АЛЁНА ИВАННИКОВА, ЮРИЙ КАБАНКОВ
 
ЧЕЛОВЕК  КАК  МЕРА  БОЖЕСТВЕННОГО  ВРЕМЕНИ

Григорианская реформа христианского календаря
как симптом секуляризации религиозного сознания

Само слово «секулярный» означает «светский», «мирской» (из лат. saeculum «век», «поколение» или «мир»), поэтому обычно процесс секуляризации понимается как все большее обмирщение жизни, вытеснение из нее религиозного начала, забвение высшего, небесного ради низшего, земного. Это процесс освобождения различных сфер жизни общества, сознания и поведения человека из-под влияния религии и церкви. В результате секуляризации светское становится автономномным, достаточным и самодостаточным, при этом религия или вовсе изгоняется за пределы социального мира, или тоже секуляризируется, признав, что теперь в мире всё по существу своему является светским.
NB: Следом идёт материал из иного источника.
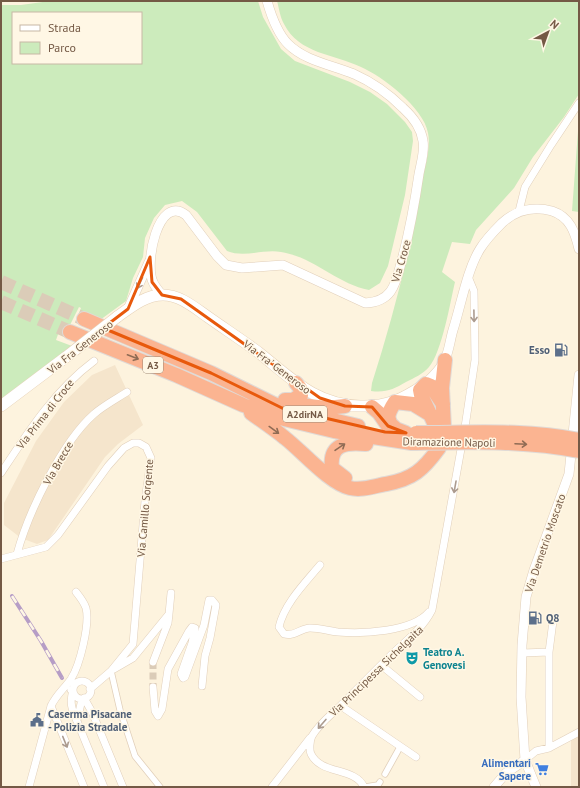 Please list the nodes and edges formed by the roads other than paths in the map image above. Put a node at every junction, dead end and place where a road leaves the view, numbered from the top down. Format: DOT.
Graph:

Религия становится чем-то излишним, несущественным, необязательным «увлечением» отдельных людей
В рамках христианства подобное понимание секуляризации содержится, например, в работе Ю.А. Кимелева «Философия религии», где он следующим образом определяет это явление: «Суть секуляризации заключается в расхождении между церковным христианством и нецерковными социальными структурами, в расхождении между церковным христианством и многими сегментами культуры, а также в вытеснении религии из повседневной жизни» .
В таком понимании секуляризации не учтен важный аспект в осмыслении этого явления, который заключается в том, что процесс секуляризации характеризуется не только падением авторитета традиционного христианства, но и его разрушением изнутри, посредством его качественного преобразования. Именно этот аспект позволяет говорить о секуляризации религиозного сознания. По словам архим. Рафаила, «секуляризация может происходить на разных планах, на разных уровнях, но она есть внедрение в Церковь традиций, взглядов, этики и ценностей, чуждых самой Церкви, взятых из мира… Это процесс не просто физического сокращения и уничтожения Церкви, но также и ее принижения, профанации, подчинения влиянию мира» .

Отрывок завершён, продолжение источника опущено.